These ten tips (the perceptive reader will recognize eleven) will not guarantee success. Contrary to what some vendors will tell you, building a data warehouse is not a trivial effort. This short
list should not be construed as an exhaustive detail of everything you will need to make your data warehouse successful – but it’s a start.
- Use what has already been purchased – Most installations have an RDBMS which will serve them well as the store for the data warehouse as well as a query or report writer. By using what is
already available, the cost of the data warehouse is reduced and the organization does not have to spend as much time and money on the training and the learning curve required for bringing in as
many new software products. - Don’t let management set an artificial deadline – The data warehouse project manager needs to be proactive, develop a project plan complete with tasks, deliverables, durations and assignment
of responsibilities. The project plan will produce a completion date that management can now see and, hopefully, will accept. - Assemble a small team of good people for the data warehouse project. Since the data warehouse is new, and all the good people are already actively involved with other projects, management will
often try to staff with people who have nothing to do. Don’t accept incompetents or nay sayers on the team. - Chose an application of reasonable size. The initial pilot should not be so large that the inevitable performance problems of a very large data base will jeopardize the success of the project.

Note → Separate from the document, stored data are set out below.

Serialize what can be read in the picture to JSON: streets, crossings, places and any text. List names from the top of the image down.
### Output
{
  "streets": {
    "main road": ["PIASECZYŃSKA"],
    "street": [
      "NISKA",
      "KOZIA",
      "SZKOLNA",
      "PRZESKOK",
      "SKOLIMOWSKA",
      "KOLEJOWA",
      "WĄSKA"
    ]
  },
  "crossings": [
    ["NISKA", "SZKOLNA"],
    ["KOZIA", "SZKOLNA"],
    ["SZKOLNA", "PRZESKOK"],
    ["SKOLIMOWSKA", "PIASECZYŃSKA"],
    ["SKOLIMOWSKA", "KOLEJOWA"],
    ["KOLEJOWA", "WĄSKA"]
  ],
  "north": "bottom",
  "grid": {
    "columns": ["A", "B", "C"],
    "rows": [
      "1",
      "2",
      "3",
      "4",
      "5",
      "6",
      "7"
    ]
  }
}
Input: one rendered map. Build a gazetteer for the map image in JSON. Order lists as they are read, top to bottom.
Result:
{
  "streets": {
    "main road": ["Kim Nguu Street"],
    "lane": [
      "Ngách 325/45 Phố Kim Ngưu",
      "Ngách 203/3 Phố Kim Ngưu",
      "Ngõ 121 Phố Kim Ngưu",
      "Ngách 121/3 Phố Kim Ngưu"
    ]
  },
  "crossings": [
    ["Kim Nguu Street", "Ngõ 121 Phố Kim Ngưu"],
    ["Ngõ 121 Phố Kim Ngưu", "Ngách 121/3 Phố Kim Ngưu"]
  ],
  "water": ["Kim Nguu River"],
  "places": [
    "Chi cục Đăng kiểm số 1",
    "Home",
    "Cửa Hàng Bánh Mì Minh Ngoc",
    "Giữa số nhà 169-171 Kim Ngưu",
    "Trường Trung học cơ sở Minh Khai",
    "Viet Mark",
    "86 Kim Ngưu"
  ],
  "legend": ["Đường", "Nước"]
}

Nor should it be so small that little is learned about managing a data warehouse. - Choose an application that makes a real contribution to the organization. Every organization has a wealth of data warehouse opportunities. There is never a reason to choose a data warehouse
application that will be a throw away or will make no contribution to the company. - If a consultant is engaged, be sure that Job One is skills transfer. Too often consultants come in, work their magic and leave without teaching the IT staff how to develop the next data
warehouse application. - The sponsor should desperately want and need the capabilities of the data warehouse. This helps to ensure their support when problems arise (they will).
- Ask the vendors to back their claims with seasoned references and written assurances of their product’s capabilities. Don’t be snowed (or let your users be snowed) by flashy demos.
- Allow adequate time for training – Even if the tools are intuitive, training is still required to understand the data and know how to validate the query results.
- Clean the data – The users will walk away if their reports and queries are wrong. Dirty data will deliver incorrect reports. Measure results, usage and report benefits – If you don’t know how
the data warehouse is being employed and you don’t know how it benefits the users, it will be difficult to ask for the budgets and resources necessary to maintain and enhance what has already been
built.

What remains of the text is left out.